**EXERCISE MATERIALS**

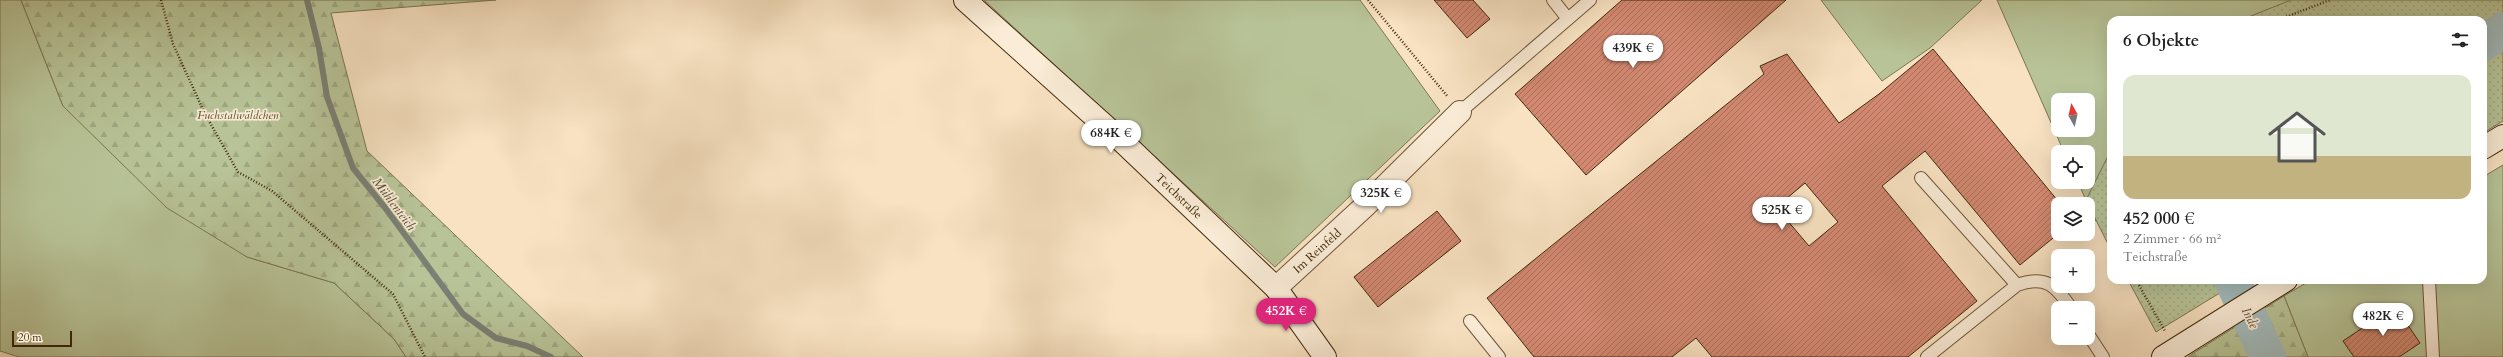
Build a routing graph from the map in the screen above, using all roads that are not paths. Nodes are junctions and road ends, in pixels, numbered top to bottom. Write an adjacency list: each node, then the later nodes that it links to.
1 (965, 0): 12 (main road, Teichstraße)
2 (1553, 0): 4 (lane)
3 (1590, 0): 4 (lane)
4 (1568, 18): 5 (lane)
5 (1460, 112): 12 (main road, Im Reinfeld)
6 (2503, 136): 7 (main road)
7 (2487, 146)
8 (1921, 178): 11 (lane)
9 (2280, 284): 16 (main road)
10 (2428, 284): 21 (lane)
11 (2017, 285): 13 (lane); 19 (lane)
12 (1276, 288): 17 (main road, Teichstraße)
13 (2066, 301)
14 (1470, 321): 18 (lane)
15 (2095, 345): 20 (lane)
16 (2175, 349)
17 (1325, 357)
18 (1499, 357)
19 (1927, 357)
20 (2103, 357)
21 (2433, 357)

**THE PROBLEM**
All of the records above should be returned exactly, though the pictures should not.

**ANSWER TO THE EXERCISE**
Build a routing graph from the map in the screen above, using all roads that are not paths. Nodes are junctions and road ends, in pixels, numbered top to bottom. Write an adjacency list: each node, then the later nodes that it links to.
1 (965, 0): 12 (main road, Teichstraße)
2 (1553, 0): 4 (lane)
3 (1590, 0): 4 (lane)
4 (1568, 18): 5 (lane)
5 (1460, 112): 12 (main road, Im Reinfeld)
6 (2503, 136): 7 (main road)
7 (2487, 146)
8 (1921, 178): 11 (lane)
9 (2280, 284): 16 (main road)
10 (2428, 284): 21 (lane)
11 (2017, 285): 13 (lane); 19 (lane)
12 (1276, 288): 17 (main road, Teichstraße)
13 (2066, 301)
14 (1470, 321): 18 (lane)
15 (2095, 345): 20 (lane)
16 (2175, 349)
17 (1325, 357)
18 (1499, 357)
19 (1927, 357)
20 (2103, 357)
21 (2433, 357)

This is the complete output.